Le SLF a mis en place le 7 juillet une procédure d'indemnisation forfaitaire visant à faire cesser les envois forcés de livres et à compenser le préjudice subi par les libraires.
Ce dispositif d'indemnisation, établi en concertation avec les associations et groupements de libraires, prend la forme d'une facturation accompagnant chaque colis contenant des ouvrages non commandés par le libraire ou reçus en surnombre. Le forfait s'élève à 30 euros hors taxes par colis. Toutefois, le libraire reste libre de facturer davantage s'il estime ses coûts supérieurs.
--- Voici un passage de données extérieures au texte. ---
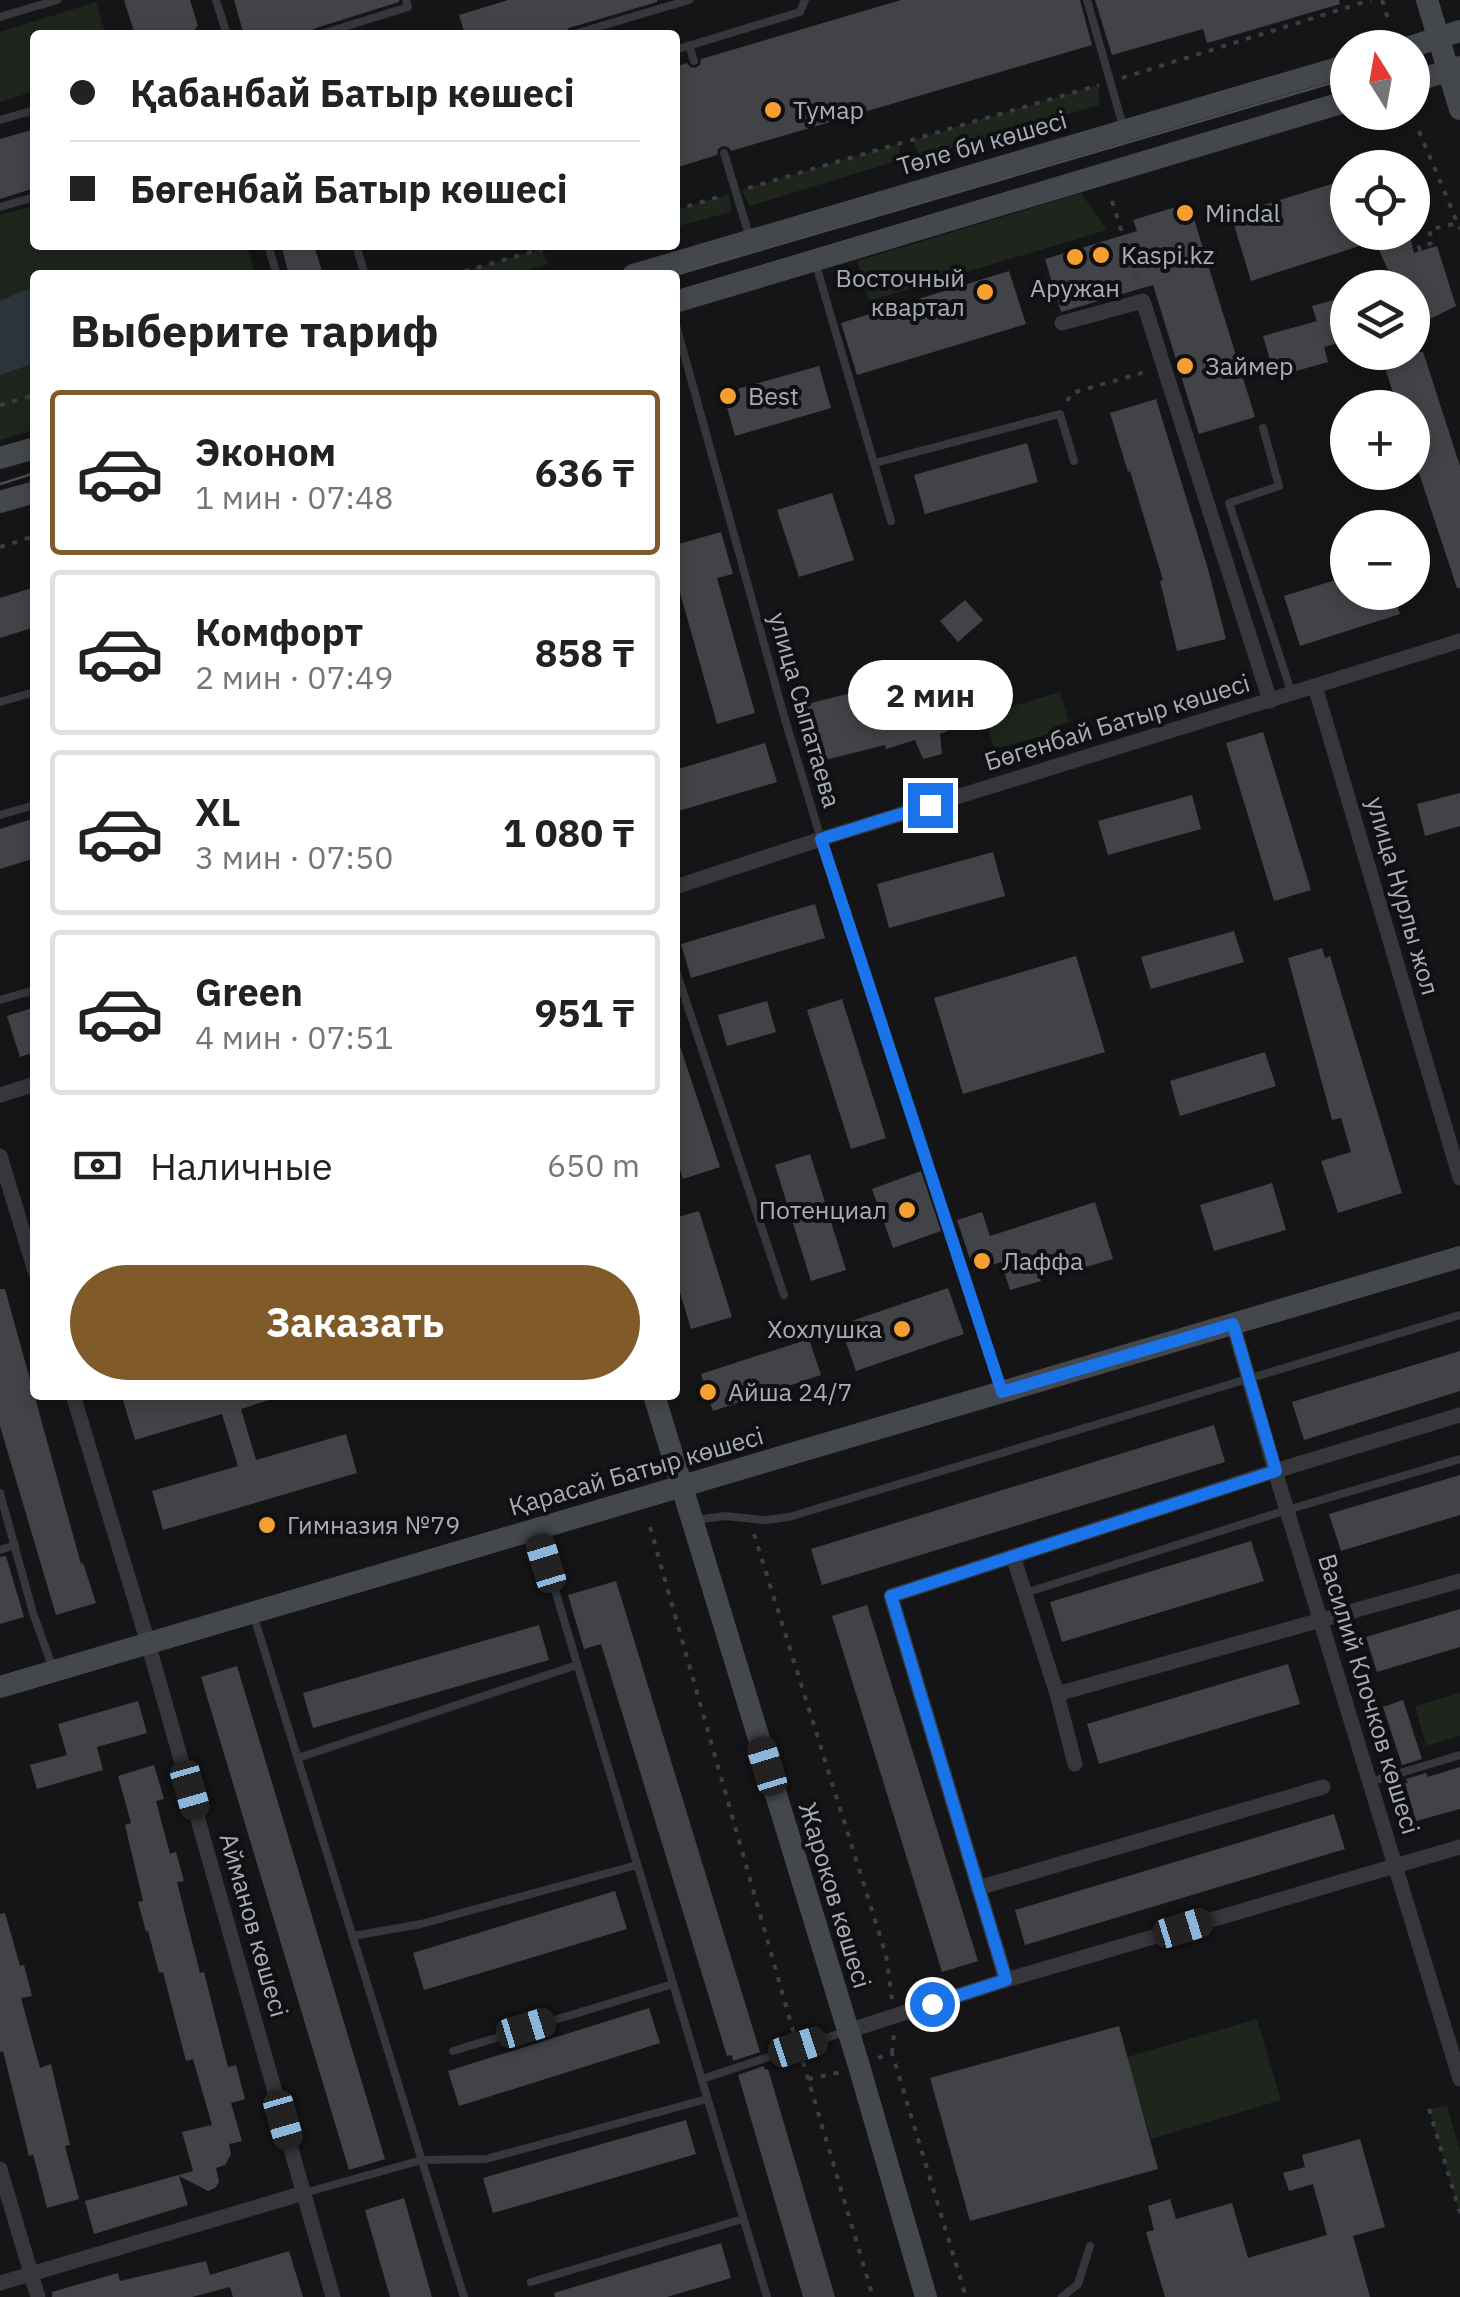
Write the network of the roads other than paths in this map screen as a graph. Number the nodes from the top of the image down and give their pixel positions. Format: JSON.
{"nodes":[{"id":1,"x":57,"y":0,"type":"edge"},
{"id":2,"x":216,"y":0,"type":"edge"},
{"id":3,"x":406,"y":0,"type":"edge"},
{"id":4,"x":689,"y":0,"type":"edge"},
{"id":5,"x":805,"y":0,"type":"edge"},
{"id":6,"x":1087,"y":0,"type":"edge"},
{"id":7,"x":1426,"y":0,"type":"edge"},
{"id":8,"x":0,"y":17,"type":"edge"},
{"id":9,"x":225,"y":30,"type":"edge"},
{"id":10,"x":334,"y":30,"type":"edge"},
{"id":11,"x":588,"y":30,"type":"edge"},
{"id":12,"x":1449,"y":34,"type":"edge"},
{"id":13,"x":690,"y":45,"type":"junction"},
{"id":14,"x":680,"y":48,"type":"edge"},
{"id":15,"x":694,"y":61,"type":"dead end"},
{"id":16,"x":1454,"y":68,"type":"edge"},
{"id":17,"x":1330,"y":70,"type":"edge"},
{"id":18,"x":1430,"y":76,"type":"edge"},
{"id":19,"x":1330,"y":106,"type":"edge"},
{"id":20,"x":1460,"y":109,"type":"edge"},
{"id":21,"x":30,"y":111,"type":"edge"},
{"id":22,"x":0,"y":120,"type":"edge"},
{"id":23,"x":1124,"y":130,"type":"junction"},
{"id":24,"x":724,"y":153,"type":"dead end"},
{"id":25,"x":30,"y":199,"type":"edge"},
{"id":26,"x":0,"y":208,"type":"edge"},
{"id":27,"x":751,"y":240,"type":"junction"},
{"id":28,"x":814,"y":260,"type":"junction"},
{"id":29,"x":650,"y":270,"type":"edge"},
{"id":30,"x":680,"y":300,"type":"edge"},
{"id":31,"x":1062,"y":323,"type":"dead end"},
{"id":32,"x":680,"y":339,"type":"edge"},
{"id":33,"x":1263,"y":428,"type":"dead end"},
{"id":34,"x":30,"y":449,"type":"edge"},
{"id":35,"x":0,"y":458,"type":"edge"},
{"id":36,"x":1074,"y":461,"type":"dead end"},
{"id":37,"x":874,"y":463,"type":"junction"},
{"id":38,"x":30,"y":493,"type":"edge"},
{"id":39,"x":0,"y":502,"type":"edge"},
{"id":40,"x":891,"y":522,"type":"dead end"},
{"id":41,"x":1460,"y":642,"type":"edge"},
{"id":42,"x":1315,"y":686,"type":"junction"},
{"id":43,"x":30,"y":693,"type":"edge"},
{"id":44,"x":1292,"y":694,"type":"junction"},
{"id":45,"x":1270,"y":701,"type":"junction"},
{"id":46,"x":0,"y":702,"type":"edge"},
{"id":47,"x":30,"y":806,"type":"edge"},
{"id":48,"x":0,"y":815,"type":"edge"},
{"id":49,"x":821,"y":839,"type":"junction"},
{"id":50,"x":680,"y":885,"type":"edge"},
{"id":51,"x":680,"y":983,"type":"edge"},
{"id":52,"x":30,"y":991,"type":"edge"},
{"id":53,"x":0,"y":1000,"type":"edge"},
{"id":54,"x":30,"y":1085,"type":"edge"},
{"id":55,"x":0,"y":1094,"type":"edge"},
{"id":56,"x":0,"y":1156,"type":"edge"},
{"id":57,"x":1460,"y":1178,"type":"edge"},
{"id":58,"x":30,"y":1255,"type":"edge"},
{"id":59,"x":1460,"y":1256,"type":"edge"},
{"id":60,"x":784,"y":1295,"type":"dead end"},
{"id":61,"x":1460,"y":1315,"type":"edge"},
{"id":62,"x":1233,"y":1324,"type":"junction"},
{"id":63,"x":1249,"y":1378,"type":"junction"},
{"id":64,"x":1002,"y":1392,"type":"junction"},
{"id":65,"x":75,"y":1400,"type":"edge"},
{"id":66,"x":655,"y":1400,"type":"edge"},
{"id":67,"x":1460,"y":1415,"type":"edge"},
{"id":68,"x":1460,"y":1458,"type":"edge"},
{"id":69,"x":1276,"y":1471,"type":"junction"},
{"id":70,"x":681,"y":1486,"type":"junction"},
{"id":71,"x":0,"y":1493,"type":"edge"},
{"id":72,"x":1287,"y":1510,"type":"junction"},
{"id":73,"x":692,"y":1520,"type":"junction"},
{"id":74,"x":536,"y":1529,"type":"junction"},
{"id":75,"x":15,"y":1545,"type":"junction"},
{"id":76,"x":0,"y":1550,"type":"edge"},
{"id":77,"x":1012,"y":1556,"type":"junction"},
{"id":78,"x":1460,"y":1582,"type":"edge"},
{"id":79,"x":1024,"y":1594,"type":"junction"},
{"id":80,"x":253,"y":1612,"type":"junction"},
{"id":81,"x":1321,"y":1620,"type":"junction"},
{"id":82,"x":148,"y":1644,"type":"junction"},
{"id":83,"x":577,"y":1665,"type":"junction"},
{"id":84,"x":54,"y":1671,"type":"junction"},
{"id":85,"x":0,"y":1687,"type":"edge"},
{"id":86,"x":1057,"y":1694,"type":"junction"},
{"id":87,"x":1460,"y":1755,"type":"edge"},
{"id":88,"x":298,"y":1758,"type":"junction"},
{"id":89,"x":1075,"y":1764,"type":"dead end"},
{"id":90,"x":1370,"y":1782,"type":"junction"},
{"id":91,"x":1323,"y":1787,"type":"dead end"},
{"id":92,"x":1460,"y":1847,"type":"edge"},
{"id":93,"x":637,"y":1865,"type":"junction"},
{"id":94,"x":1395,"y":1866,"type":"junction"},
{"id":95,"x":978,"y":1888,"type":"junction"},
{"id":96,"x":353,"y":1936,"type":"junction"},
{"id":97,"x":1006,"y":1980,"type":"junction"},
{"id":98,"x":673,"y":1984,"type":"junction"},
{"id":99,"x":848,"y":2030,"type":"junction"},
{"id":100,"x":453,"y":2051,"type":"dead end"},
{"id":101,"x":702,"y":2079,"type":"junction"},
{"id":102,"x":1460,"y":2079,"type":"edge"},
{"id":103,"x":708,"y":2099,"type":"junction"},
{"id":104,"x":422,"y":2160,"type":"junction"},
{"id":105,"x":0,"y":2168,"type":"edge"},
{"id":106,"x":304,"y":2193,"type":"junction"},
{"id":107,"x":743,"y":2219,"type":"junction"},
{"id":108,"x":1090,"y":2246,"type":"dead end"},
{"id":109,"x":31,"y":2274,"type":"junction"},
{"id":110,"x":531,"y":2282,"type":"dead end"},
{"id":111,"x":0,"y":2284,"type":"edge"},
{"id":112,"x":38,"y":2297,"type":"edge"},
{"id":113,"x":333,"y":2297,"type":"edge"},
{"id":114,"x":464,"y":2297,"type":"edge"},
{"id":115,"x":767,"y":2297,"type":"edge"},
{"id":116,"x":926,"y":2297,"type":"edge"},
{"id":117,"x":1062,"y":2297,"type":"edge"}],
"edges":[{"from":1,"to":8,"type":"lane"},
{"from":2,"to":9,"type":"lane"},
{"from":3,"to":10,"type":"lane"},
{"from":4,"to":11,"type":"lane"},
{"from":5,"to":13,"type":"lane"},
{"from":6,"to":23,"type":"lane"},
{"from":7,"to":12,"type":"street"},
{"from":12,"to":16,"type":"street"},
{"from":13,"to":14,"type":"lane"},
{"from":13,"to":15,"type":"lane"},
{"from":16,"to":18,"type":"street"},
{"from":16,"to":20,"type":"street"},
{"from":17,"to":23,"type":"street","name":"Төле би көшесі"},
{"from":19,"to":28,"type":"street"},
{"from":21,"to":22,"type":"lane"},
{"from":23,"to":27,"type":"street","name":"Төле би көшесі"},
{"from":24,"to":27,"type":"lane"},
{"from":25,"to":26,"type":"lane"},
{"from":27,"to":29,"type":"street","name":"Төле би көшесі"},
{"from":28,"to":30,"type":"street"},
{"from":28,"to":37,"type":"lane"},
{"from":31,"to":45,"type":"street"},
{"from":32,"to":49,"type":"lane","name":"улица Сыпатаева"},
{"from":33,"to":44,"type":"lane"},
{"from":34,"to":35,"type":"street"},
{"from":36,"to":37,"type":"lane"},
{"from":37,"to":40,"type":"lane"},
{"from":38,"to":39,"type":"street"},
{"from":41,"to":42,"type":"street","name":"Бөгенбай Батыр көшесі"},
{"from":42,"to":44,"type":"street","name":"Бөгенбай Батыр көшесі"},
{"from":42,"to":57,"type":"street","name":"улица Нурлы жол"},
{"from":43,"to":46,"type":"lane"},
{"from":44,"to":45,"type":"street","name":"Бөгенбай Батыр көшесі"},
{"from":45,"to":49,"type":"street","name":"Бөгенбай Батыр көшесі"},
{"from":47,"to":48,"type":"lane"},
{"from":49,"to":50,"type":"street","name":"Бөгенбай Батыр көшесі"},
{"from":49,"to":64,"type":"lane","name":"улица Сыпатаева"},
{"from":51,"to":60,"type":"lane"},
{"from":52,"to":53,"type":"lane"},
{"from":54,"to":55,"type":"street"},
{"from":56,"to":58,"type":"street"},
{"from":59,"to":62,"type":"street","name":"Қарасай Батыр көшесі"},
{"from":61,"to":63,"type":"lane"},
{"from":62,"to":63,"type":"street","name":"Василий Клочков көшесі"},
{"from":62,"to":64,"type":"street","name":"Қарасай Батыр көшесі"},
{"from":63,"to":69,"type":"street","name":"Василий Клочков көшесі"},
{"from":63,"to":73,"type":"lane"},
{"from":64,"to":70,"type":"street","name":"Қарасай Батыр көшесі"},
{"from":65,"to":82,"type":"street","name":"Айманов көшесі"},
{"from":66,"to":70,"type":"street","name":"Жароков көшесі"},
{"from":67,"to":69,"type":"street"},
{"from":68,"to":72,"type":"lane"},
{"from":69,"to":72,"type":"street","name":"Василий Клочков көшесі"},
{"from":69,"to":77,"type":"street"},
{"from":70,"to":73,"type":"street","name":"Жароков көшесі"},
{"from":70,"to":74,"type":"street","name":"Қарасай Батыр көшесі"},
{"from":71,"to":75,"type":"lane"},
{"from":72,"to":79,"type":"lane"},
{"from":72,"to":81,"type":"street","name":"Василий Клочков көшесі"},
{"from":73,"to":99,"type":"street","name":"Жароков көшесі"},
{"from":74,"to":80,"type":"street","name":"Қарасай Батыр көшесі"},
{"from":74,"to":83,"type":"lane"},
{"from":75,"to":76,"type":"lane"},
{"from":75,"to":84,"type":"lane"},
{"from":77,"to":79,"type":"street"},
{"from":77,"to":95,"type":"street"},
{"from":78,"to":81,"type":"street"},
{"from":79,"to":86,"type":"street"},
{"from":80,"to":82,"type":"street","name":"Қарасай Батыр көшесі"},
{"from":80,"to":88,"type":"lane"},
{"from":81,"to":86,"type":"street"},
{"from":81,"to":90,"type":"street","name":"Василий Клочков көшесі"},
{"from":82,"to":84,"type":"street","name":"Қарасай Батыр көшесі"},
{"from":82,"to":106,"type":"street","name":"Айманов көшесі"},
{"from":83,"to":88,"type":"lane"},
{"from":83,"to":93,"type":"lane"},
{"from":84,"to":85,"type":"street","name":"Қарасай Батыр көшесі"},
{"from":86,"to":89,"type":"street"},
{"from":87,"to":90,"type":"lane"},
{"from":88,"to":96,"type":"lane"},
{"from":90,"to":94,"type":"street","name":"Василий Клочков көшесі"},
{"from":91,"to":95,"type":"street"},
{"from":92,"to":94,"type":"street"},
{"from":93,"to":96,"type":"lane"},
{"from":93,"to":98,"type":"lane"},
{"from":94,"to":97,"type":"street"},
{"from":94,"to":102,"type":"street","name":"Василий Клочков көшесі"},
{"from":95,"to":97,"type":"street"},
{"from":96,"to":104,"type":"lane"},
{"from":97,"to":99,"type":"street"},
{"from":98,"to":100,"type":"lane"},
{"from":98,"to":101,"type":"lane"},
{"from":99,"to":101,"type":"lane"},
{"from":99,"to":116,"type":"street","name":"Жароков көшесі"},
{"from":101,"to":103,"type":"lane"},
{"from":103,"to":104,"type":"lane"},
{"from":103,"to":107,"type":"lane"},
{"from":104,"to":106,"type":"lane"},
{"from":104,"to":114,"type":"lane"},
{"from":105,"to":109,"type":"street"},
{"from":106,"to":109,"type":"street"},
{"from":106,"to":113,"type":"street","name":"Айманов көшесі"},
{"from":107,"to":110,"type":"lane"},
{"from":107,"to":115,"type":"lane"},
{"from":108,"to":117,"type":"lane"},
{"from":109,"to":111,"type":"street"},
{"from":109,"to":112,"type":"street"}]}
Le barème de calcul comprend la participation aux frais de port aller et retour, aux frais de traitement et de réception, aux frais de traitement et de préparation des retours, à la gestion commerciale de la réclamation et à l'administration comptable des retours.
Dans un mode d'emploi téléchargeable sur son
site (comme l'ensemble du dispositif), le SLF précise que «
cette indemnisation n'a pas de visée lucrative ». «
Elle vise à faire respecter le principe figurant dans le protocole d'accord sur les usages commerciaux entre l'édition et la librairie, qui établit que le libraire reste maître de ses achats et de son assortiment. Une règle régulièrement enfreinte par certains fournisseurs », précise Guillaume Husson, délégué général du SLF.
Une information préalable a été délivrée au SNE ainsi qu'aux diffuseurs et distributeurs, «
sans susciter de réactions », souligne Guillaume Husson. Reste à savoir si cette refacturation sera respectée et suffisante pour ralentir ou éradiquer les offices sauvages.